Dataset entries
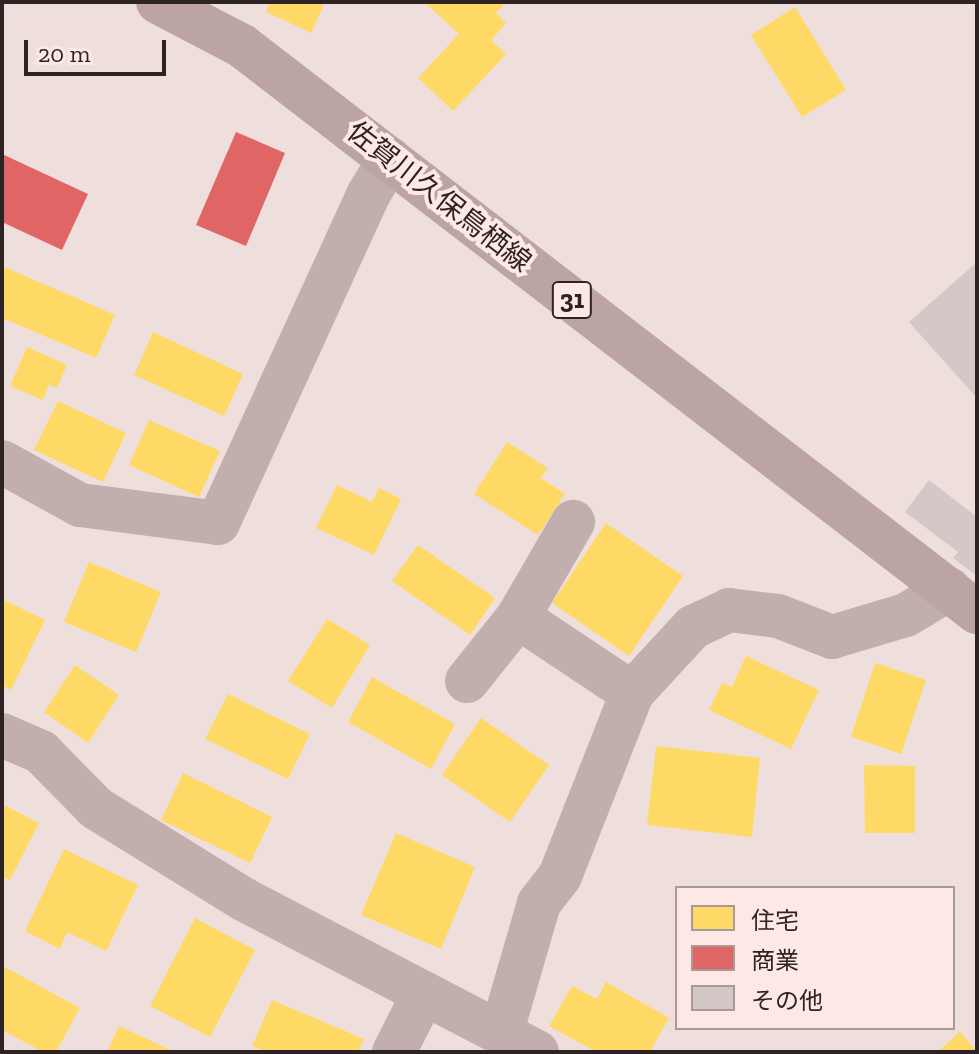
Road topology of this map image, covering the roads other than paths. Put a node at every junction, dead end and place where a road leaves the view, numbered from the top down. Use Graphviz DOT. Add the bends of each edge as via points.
graph roads {
  1 [pos="164,3"];
  2 [pos="390,159"];
  3 [pos="2,462"];
  4 [pos="573,522"];
  5 [pos="963,601"];
  6 [pos="518,617"];
  7 [pos="467,681"];
  8 [pos="632,693"];
  9 [pos="2,735"];
  10 [pos="424,993"];
  11 [pos="519,1043"];
  12 [pos="394,1052"];
  1 -- 2 [label="main road, 佐賀川久保鳥栖線 / 31" via="242,46"];
  2 -- 3 [label="street" via="368,195 218,523 80,505"];
  2 -- 5 [label="main road, 佐賀川久保鳥栖線 / 31"];
  4 -- 6 [label="street"];
  5 -- 8 [label="street" via="832,637 778,616 729,610 693,627"];
  6 -- 7 [label="street"];
  6 -- 8 [label="street"];
  8 -- 11 [label="street" via="560,876 539,903"];
  9 -- 10 [label="street" via="41,752 96,808 245,900"];
  10 -- 11 [label="street"];
  10 -- 12 [label="street"];
}
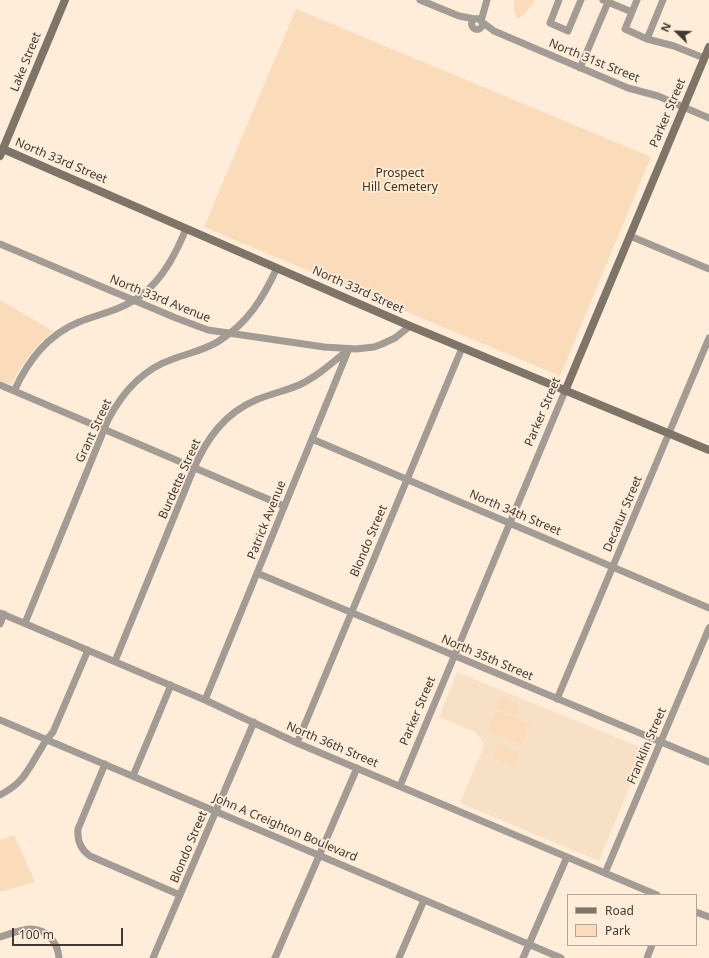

» **Exercise goal**:
Repeat the entries above exactly as written, but not their pictures.

» **Task result**:
Road topology of this map image, covering the roads other than paths. Put a node at every junction, dead end and place where a road leaves the view, numbered from the top down. Use Graphviz DOT. Add the bends of each edge as via points.
graph roads {
  1 [pos="164,3"];
  2 [pos="390,159"];
  3 [pos="2,462"];
  4 [pos="573,522"];
  5 [pos="963,601"];
  6 [pos="518,617"];
  7 [pos="467,681"];
  8 [pos="632,693"];
  9 [pos="2,735"];
  10 [pos="424,993"];
  11 [pos="519,1043"];
  12 [pos="394,1052"];
  1 -- 2 [label="main road, 佐賀川久保鳥栖線 / 31" via="242,46"];
  2 -- 3 [label="street" via="368,195 218,523 80,505"];
  2 -- 5 [label="main road, 佐賀川久保鳥栖線 / 31"];
  4 -- 6 [label="street"];
  5 -- 8 [label="street" via="832,637 778,616 729,610 693,627"];
  6 -- 7 [label="street"];
  6 -- 8 [label="street"];
  8 -- 11 [label="street" via="560,876 539,903"];
  9 -- 10 [label="street" via="41,752 96,808 245,900"];
  10 -- 11 [label="street"];
  10 -- 12 [label="street"];
}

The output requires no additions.